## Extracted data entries
:::

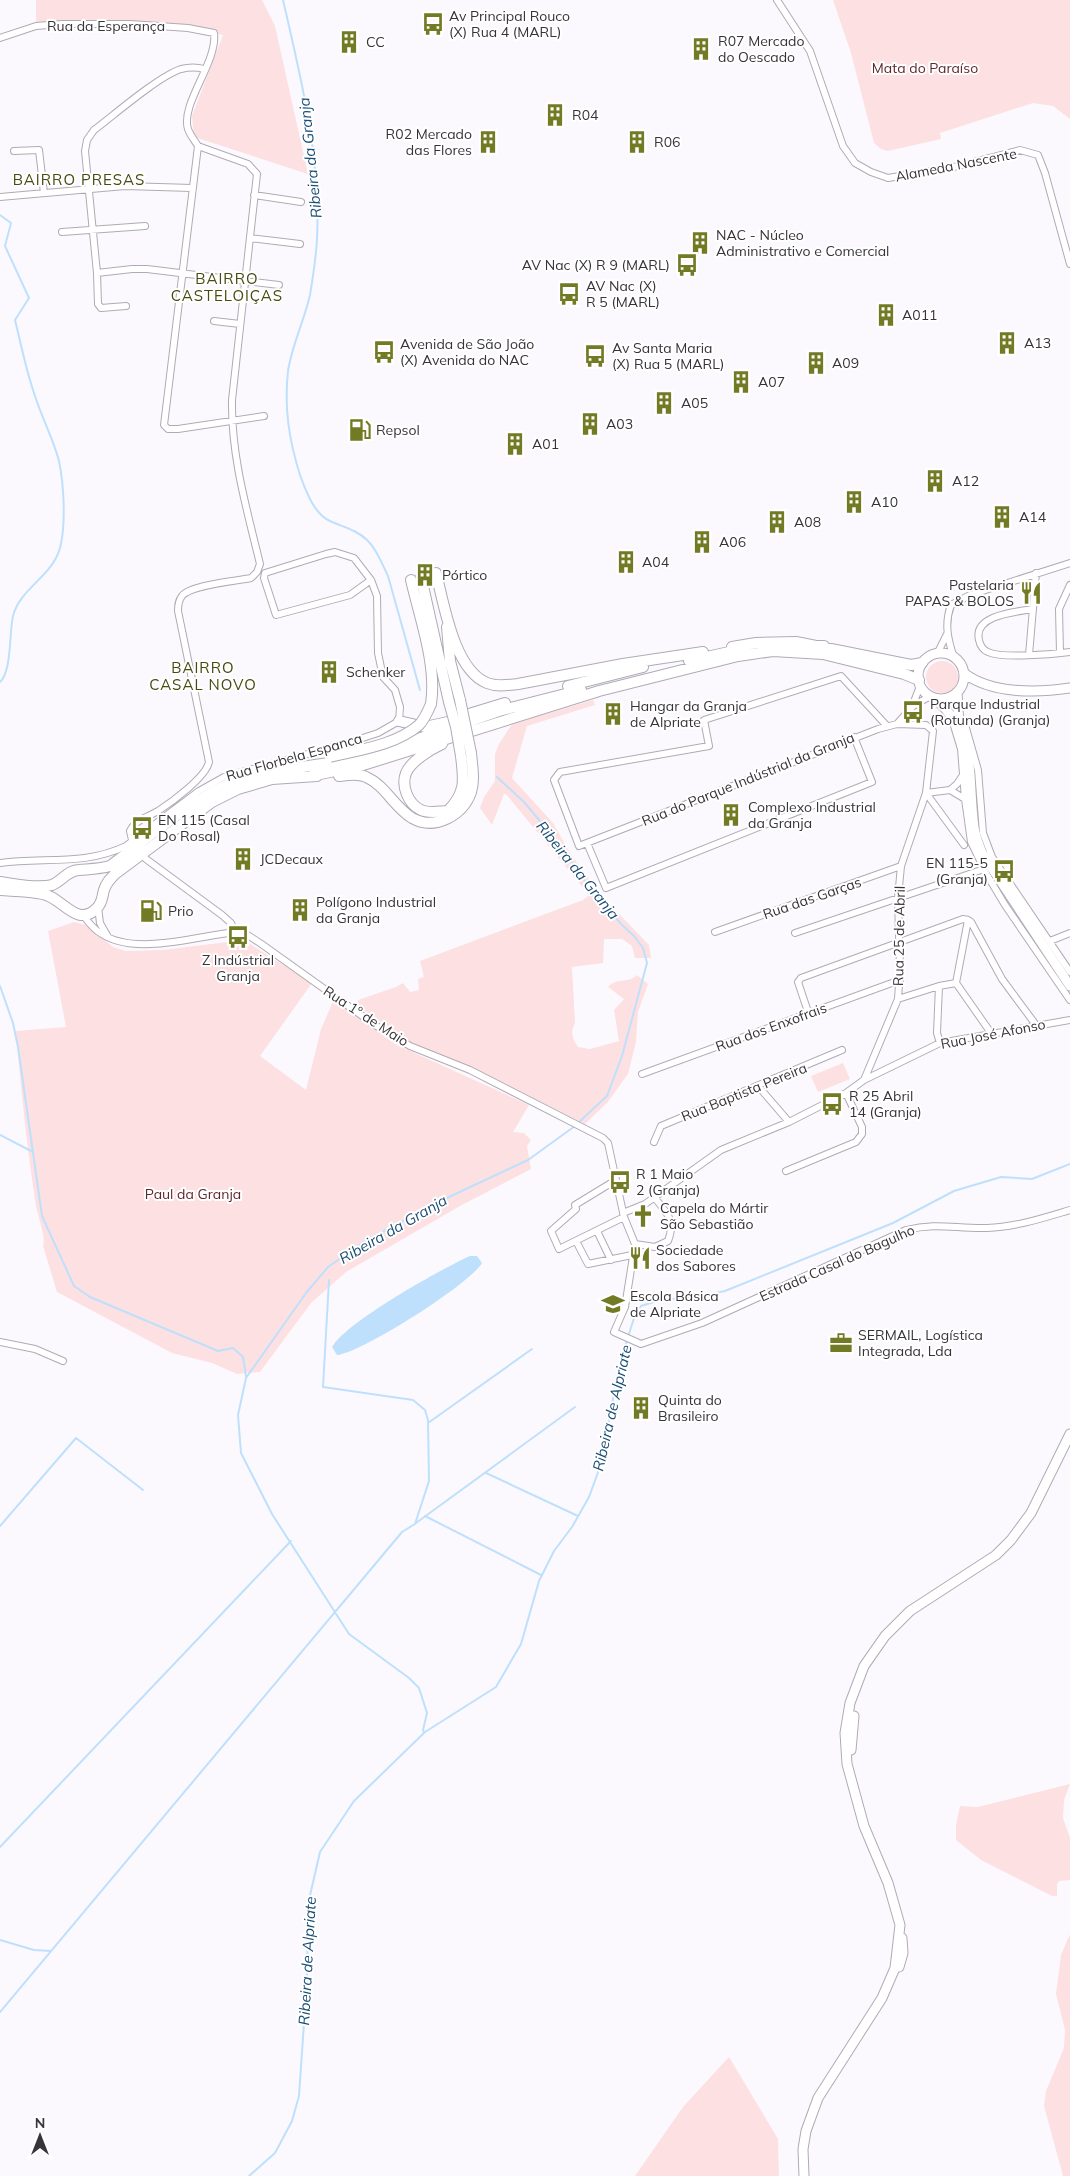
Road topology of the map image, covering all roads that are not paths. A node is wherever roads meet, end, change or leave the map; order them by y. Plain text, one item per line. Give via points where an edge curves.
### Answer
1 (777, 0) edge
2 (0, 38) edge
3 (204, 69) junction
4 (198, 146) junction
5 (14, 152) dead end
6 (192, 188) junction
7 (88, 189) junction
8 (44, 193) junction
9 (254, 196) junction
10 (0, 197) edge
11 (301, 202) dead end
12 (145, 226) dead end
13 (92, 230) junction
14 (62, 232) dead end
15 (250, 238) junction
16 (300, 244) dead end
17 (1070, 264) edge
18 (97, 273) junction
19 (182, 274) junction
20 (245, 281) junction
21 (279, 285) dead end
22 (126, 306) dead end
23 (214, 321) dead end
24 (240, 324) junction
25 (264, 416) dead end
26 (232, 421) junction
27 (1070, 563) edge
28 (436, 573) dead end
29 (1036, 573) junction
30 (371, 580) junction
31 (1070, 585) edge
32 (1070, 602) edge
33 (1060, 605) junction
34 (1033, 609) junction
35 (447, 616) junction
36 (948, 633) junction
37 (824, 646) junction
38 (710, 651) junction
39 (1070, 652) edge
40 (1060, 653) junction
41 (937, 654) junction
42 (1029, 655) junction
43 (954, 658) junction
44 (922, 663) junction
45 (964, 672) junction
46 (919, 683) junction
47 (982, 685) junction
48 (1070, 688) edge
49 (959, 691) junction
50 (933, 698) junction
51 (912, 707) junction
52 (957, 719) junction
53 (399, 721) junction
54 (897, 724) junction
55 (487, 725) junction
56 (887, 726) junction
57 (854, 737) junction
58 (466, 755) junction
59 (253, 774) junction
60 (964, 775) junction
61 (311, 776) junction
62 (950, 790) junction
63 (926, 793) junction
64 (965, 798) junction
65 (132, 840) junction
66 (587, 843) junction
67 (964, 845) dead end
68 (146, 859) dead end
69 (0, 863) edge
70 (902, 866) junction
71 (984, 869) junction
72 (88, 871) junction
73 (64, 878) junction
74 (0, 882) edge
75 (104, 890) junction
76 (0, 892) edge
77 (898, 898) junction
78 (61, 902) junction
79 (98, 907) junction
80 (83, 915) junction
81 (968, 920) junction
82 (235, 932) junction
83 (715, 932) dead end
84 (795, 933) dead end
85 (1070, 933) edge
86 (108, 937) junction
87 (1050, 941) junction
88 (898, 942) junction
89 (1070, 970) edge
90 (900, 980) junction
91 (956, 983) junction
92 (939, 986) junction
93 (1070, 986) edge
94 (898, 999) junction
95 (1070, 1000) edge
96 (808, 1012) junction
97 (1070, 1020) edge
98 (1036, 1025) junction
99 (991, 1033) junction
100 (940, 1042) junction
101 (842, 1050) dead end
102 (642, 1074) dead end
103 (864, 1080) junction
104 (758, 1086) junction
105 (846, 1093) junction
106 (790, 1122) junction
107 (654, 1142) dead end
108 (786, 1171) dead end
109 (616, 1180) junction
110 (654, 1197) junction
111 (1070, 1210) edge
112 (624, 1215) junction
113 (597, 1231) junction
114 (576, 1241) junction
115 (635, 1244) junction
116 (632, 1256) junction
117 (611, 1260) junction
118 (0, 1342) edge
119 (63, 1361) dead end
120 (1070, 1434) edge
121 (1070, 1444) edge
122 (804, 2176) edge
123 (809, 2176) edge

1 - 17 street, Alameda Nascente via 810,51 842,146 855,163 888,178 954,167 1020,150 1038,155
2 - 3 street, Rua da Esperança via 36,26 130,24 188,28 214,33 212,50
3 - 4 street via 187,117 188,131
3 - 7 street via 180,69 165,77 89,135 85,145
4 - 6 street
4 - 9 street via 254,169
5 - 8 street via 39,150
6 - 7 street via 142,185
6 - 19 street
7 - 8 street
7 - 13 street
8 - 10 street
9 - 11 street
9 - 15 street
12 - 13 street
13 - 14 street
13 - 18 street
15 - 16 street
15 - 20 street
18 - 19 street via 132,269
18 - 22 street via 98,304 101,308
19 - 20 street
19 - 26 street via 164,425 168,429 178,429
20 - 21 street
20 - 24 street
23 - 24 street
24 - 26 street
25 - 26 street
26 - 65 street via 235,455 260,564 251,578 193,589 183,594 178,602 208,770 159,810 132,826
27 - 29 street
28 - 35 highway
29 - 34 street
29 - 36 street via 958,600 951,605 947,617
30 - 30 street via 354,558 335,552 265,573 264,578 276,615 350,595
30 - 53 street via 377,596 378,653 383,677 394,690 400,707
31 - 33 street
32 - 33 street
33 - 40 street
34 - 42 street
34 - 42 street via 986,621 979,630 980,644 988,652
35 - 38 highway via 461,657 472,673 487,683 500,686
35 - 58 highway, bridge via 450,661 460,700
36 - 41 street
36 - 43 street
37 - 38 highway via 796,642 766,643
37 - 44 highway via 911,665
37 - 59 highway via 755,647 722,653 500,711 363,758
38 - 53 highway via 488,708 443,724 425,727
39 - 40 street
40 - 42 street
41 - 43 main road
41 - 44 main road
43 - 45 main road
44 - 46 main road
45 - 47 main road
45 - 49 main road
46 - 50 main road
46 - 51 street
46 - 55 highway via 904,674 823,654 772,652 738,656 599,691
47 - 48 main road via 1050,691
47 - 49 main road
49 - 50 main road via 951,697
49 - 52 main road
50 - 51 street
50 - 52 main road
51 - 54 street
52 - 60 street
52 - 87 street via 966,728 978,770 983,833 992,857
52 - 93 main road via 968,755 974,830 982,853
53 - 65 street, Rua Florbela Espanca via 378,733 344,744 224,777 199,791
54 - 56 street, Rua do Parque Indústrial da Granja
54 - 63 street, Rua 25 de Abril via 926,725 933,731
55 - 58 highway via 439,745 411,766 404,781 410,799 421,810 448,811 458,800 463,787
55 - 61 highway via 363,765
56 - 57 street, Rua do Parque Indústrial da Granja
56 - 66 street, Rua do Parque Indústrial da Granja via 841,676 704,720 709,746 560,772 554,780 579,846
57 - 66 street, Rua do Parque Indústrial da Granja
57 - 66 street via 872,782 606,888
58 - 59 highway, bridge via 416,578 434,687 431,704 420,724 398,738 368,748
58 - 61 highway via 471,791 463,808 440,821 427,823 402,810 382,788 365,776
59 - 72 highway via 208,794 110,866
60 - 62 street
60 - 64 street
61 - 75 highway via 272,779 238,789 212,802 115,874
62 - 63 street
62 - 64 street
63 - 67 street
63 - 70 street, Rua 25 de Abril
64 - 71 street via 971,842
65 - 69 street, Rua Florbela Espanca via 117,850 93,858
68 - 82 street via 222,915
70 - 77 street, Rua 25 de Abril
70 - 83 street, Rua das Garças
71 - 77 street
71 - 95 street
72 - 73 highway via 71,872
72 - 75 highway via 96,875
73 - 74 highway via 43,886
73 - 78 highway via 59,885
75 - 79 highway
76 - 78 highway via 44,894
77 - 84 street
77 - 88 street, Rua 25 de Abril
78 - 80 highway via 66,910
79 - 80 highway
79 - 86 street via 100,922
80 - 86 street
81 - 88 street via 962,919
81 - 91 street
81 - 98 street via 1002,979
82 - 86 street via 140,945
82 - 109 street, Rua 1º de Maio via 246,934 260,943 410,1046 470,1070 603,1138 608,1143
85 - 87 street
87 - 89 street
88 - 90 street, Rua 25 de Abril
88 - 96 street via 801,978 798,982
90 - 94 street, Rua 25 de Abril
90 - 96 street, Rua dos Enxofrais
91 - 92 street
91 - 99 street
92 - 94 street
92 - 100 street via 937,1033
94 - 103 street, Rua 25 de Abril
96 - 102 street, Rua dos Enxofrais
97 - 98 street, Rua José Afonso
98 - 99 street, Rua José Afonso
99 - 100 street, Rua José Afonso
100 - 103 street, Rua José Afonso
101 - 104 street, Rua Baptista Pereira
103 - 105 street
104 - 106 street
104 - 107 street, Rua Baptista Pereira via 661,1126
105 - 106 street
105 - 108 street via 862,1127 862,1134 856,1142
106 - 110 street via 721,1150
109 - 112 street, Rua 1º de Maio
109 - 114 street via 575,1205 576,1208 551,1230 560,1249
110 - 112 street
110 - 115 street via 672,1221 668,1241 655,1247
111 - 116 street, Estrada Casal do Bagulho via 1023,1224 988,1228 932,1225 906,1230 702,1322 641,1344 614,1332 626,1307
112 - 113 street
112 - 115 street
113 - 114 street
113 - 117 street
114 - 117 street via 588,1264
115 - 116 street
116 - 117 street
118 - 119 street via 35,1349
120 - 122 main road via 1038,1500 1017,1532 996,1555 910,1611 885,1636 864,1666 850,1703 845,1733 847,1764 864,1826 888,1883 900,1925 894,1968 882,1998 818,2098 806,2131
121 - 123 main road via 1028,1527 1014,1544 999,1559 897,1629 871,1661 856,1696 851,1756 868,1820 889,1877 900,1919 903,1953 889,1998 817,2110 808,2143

:::

## Task details
In the entries above, find each line with the string "José" and copy it.

## Task response
97 - 98 street, Rua José Afonso
98 - 99 street, Rua José Afonso
99 - 100 street, Rua José Afonso
100 - 103 street, Rua José Afonso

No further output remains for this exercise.